*Your objective*
The lines wanted are those in the data below that include "Cubillos".
--- Exercise materials Enclosed Below ---
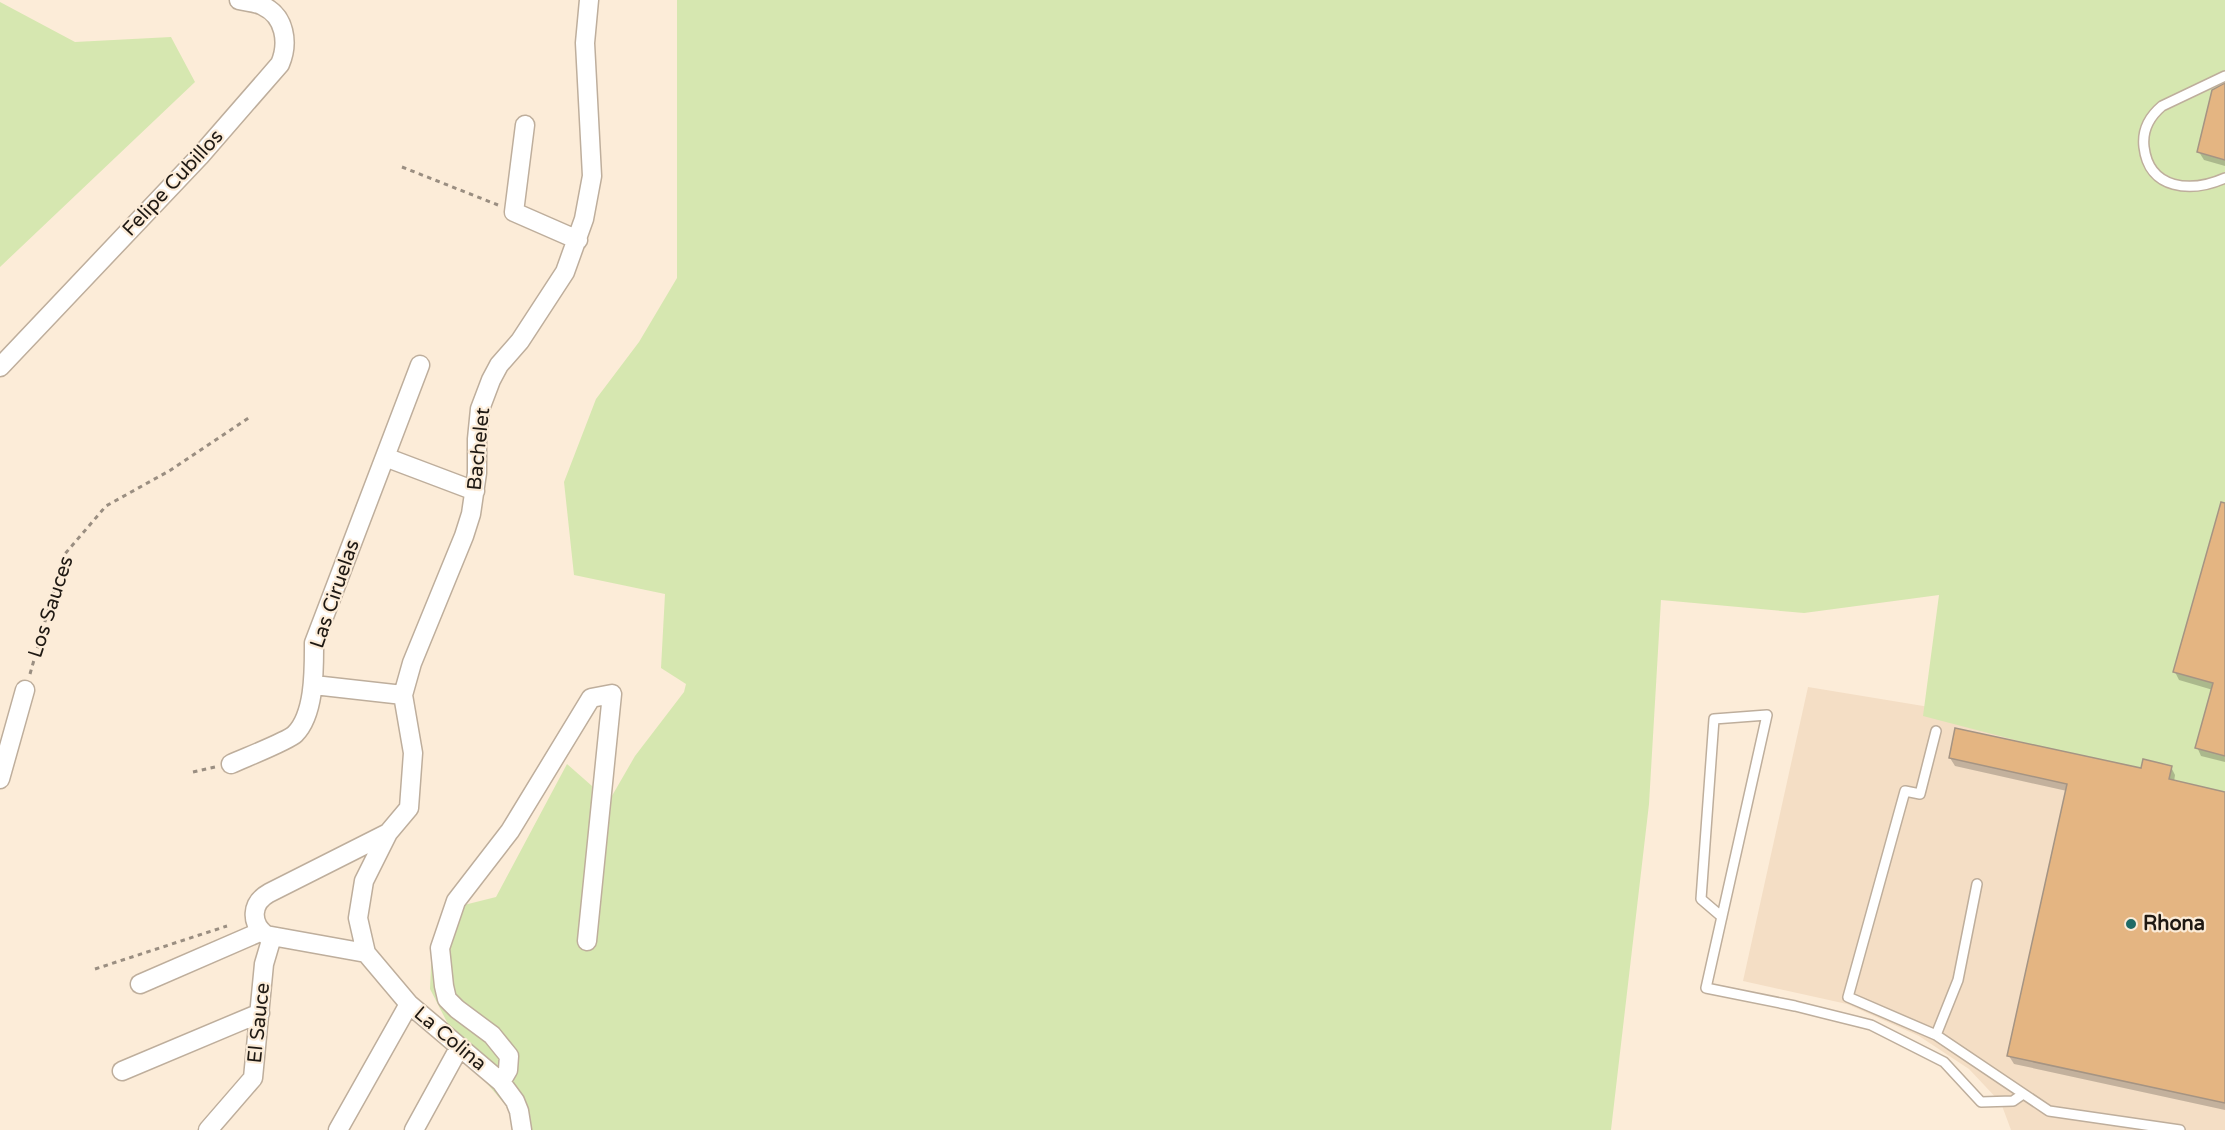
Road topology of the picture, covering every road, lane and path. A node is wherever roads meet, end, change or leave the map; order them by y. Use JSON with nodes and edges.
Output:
{"nodes":[{"id":1,"x":239,"y":0,"type":"edge"},
{"id":2,"x":589,"y":0,"type":"edge"},
{"id":3,"x":262,"y":3,"type":"edge"},
{"id":4,"x":2225,"y":76,"type":"edge"},
{"id":5,"x":525,"y":125,"type":"dead end"},
{"id":6,"x":402,"y":167,"type":"dead end"},
{"id":7,"x":2225,"y":178,"type":"edge"},
{"id":8,"x":514,"y":212,"type":"junction"},
{"id":9,"x":578,"y":240,"type":"junction"},
{"id":10,"x":420,"y":365,"type":"dead end"},
{"id":11,"x":0,"y":367,"type":"edge"},
{"id":12,"x":250,"y":417,"type":"dead end"},
{"id":13,"x":385,"y":457,"type":"junction"},
{"id":14,"x":475,"y":491,"type":"junction"},
{"id":15,"x":314,"y":685,"type":"junction"},
{"id":16,"x":25,"y":690,"type":"joint"},
{"id":17,"x":403,"y":695,"type":"junction"},
{"id":18,"x":1936,"y":731,"type":"dead end"},
{"id":19,"x":231,"y":764,"type":"joint"},
{"id":20,"x":193,"y":772,"type":"dead end"},
{"id":21,"x":0,"y":779,"type":"edge"},
{"id":22,"x":388,"y":833,"type":"junction"},
{"id":23,"x":1977,"y":884,"type":"dead end"},
{"id":24,"x":1722,"y":917,"type":"junction"},
{"id":25,"x":263,"y":928,"type":"junction"},
{"id":26,"x":587,"y":941,"type":"dead end"},
{"id":27,"x":366,"y":954,"type":"junction"},
{"id":28,"x":95,"y":969,"type":"dead end"},
{"id":29,"x":140,"y":984,"type":"dead end"},
{"id":30,"x":409,"y":1004,"type":"junction"},
{"id":31,"x":260,"y":1013,"type":"junction"},
{"id":32,"x":1936,"y":1035,"type":"junction"},
{"id":33,"x":459,"y":1048,"type":"junction"},
{"id":34,"x":122,"y":1071,"type":"dead end"},
{"id":35,"x":501,"y":1082,"type":"junction"},
{"id":36,"x":2023,"y":1094,"type":"junction"},
{"id":37,"x":208,"y":1130,"type":"edge"},
{"id":38,"x":338,"y":1130,"type":"edge"},
{"id":39,"x":414,"y":1130,"type":"edge"},
{"id":40,"x":522,"y":1130,"type":"edge"},
{"id":41,"x":2180,"y":1130,"type":"edge"}],
"edges":[{"from":1,"to":3,"type":"street","name":"Felipe Cubillos"},
{"from":2,"to":9,"type":"street","name":"Bachelet"},
{"from":3,"to":11,"type":"street","name":"Felipe Cubillos"},
{"from":4,"to":7,"type":"lane"},
{"from":5,"to":8,"type":"street"},
{"from":6,"to":8,"type":"path"},
{"from":8,"to":9,"type":"street"},
{"from":9,"to":14,"type":"street","name":"Bachelet"},
{"from":10,"to":13,"type":"street","name":"Las Ciruelas"},
{"from":12,"to":16,"type":"path","name":"Los Sauces"},
{"from":13,"to":14,"type":"street"},
{"from":13,"to":15,"type":"street","name":"Las Ciruelas"},
{"from":14,"to":17,"type":"street","name":"Bachelet"},
{"from":15,"to":17,"type":"street"},
{"from":15,"to":19,"type":"street","name":"Las Ciruelas"},
{"from":16,"to":21,"type":"street"},
{"from":17,"to":22,"type":"street","name":"Bachelet"},
{"from":18,"to":32,"type":"lane"},
{"from":19,"to":20,"type":"path"},
{"from":22,"to":25,"type":"street","name":"Bachelet"},
{"from":22,"to":27,"type":"street","name":"Bachelet"},
{"from":23,"to":32,"type":"lane"},
{"from":24,"to":24,"type":"lane"},
{"from":24,"to":36,"type":"lane"},
{"from":25,"to":27,"type":"street"},
{"from":25,"to":28,"type":"path"},
{"from":25,"to":29,"type":"street"},
{"from":25,"to":31,"type":"street","name":"El Sauce"},
{"from":26,"to":35,"type":"street"},
{"from":27,"to":30,"type":"street","name":"La Colina"},
{"from":30,"to":33,"type":"street","name":"La Colina"},
{"from":30,"to":38,"type":"street"},
{"from":31,"to":34,"type":"street"},
{"from":31,"to":37,"type":"street","name":"El Sauce"},
{"from":32,"to":36,"type":"lane"},
{"from":33,"to":35,"type":"street","name":"La Colina"},
{"from":33,"to":39,"type":"street"},
{"from":35,"to":40,"type":"street","name":"La Colina"},
{"from":36,"to":41,"type":"lane"}]}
--- End of Enclosed Exercise materials ---
*Response to the exercise*
"edges":[{"from":1,"to":3,"type":"street","name":"Felipe Cubillos"},
{"from":3,"to":11,"type":"street","name":"Felipe Cubillos"},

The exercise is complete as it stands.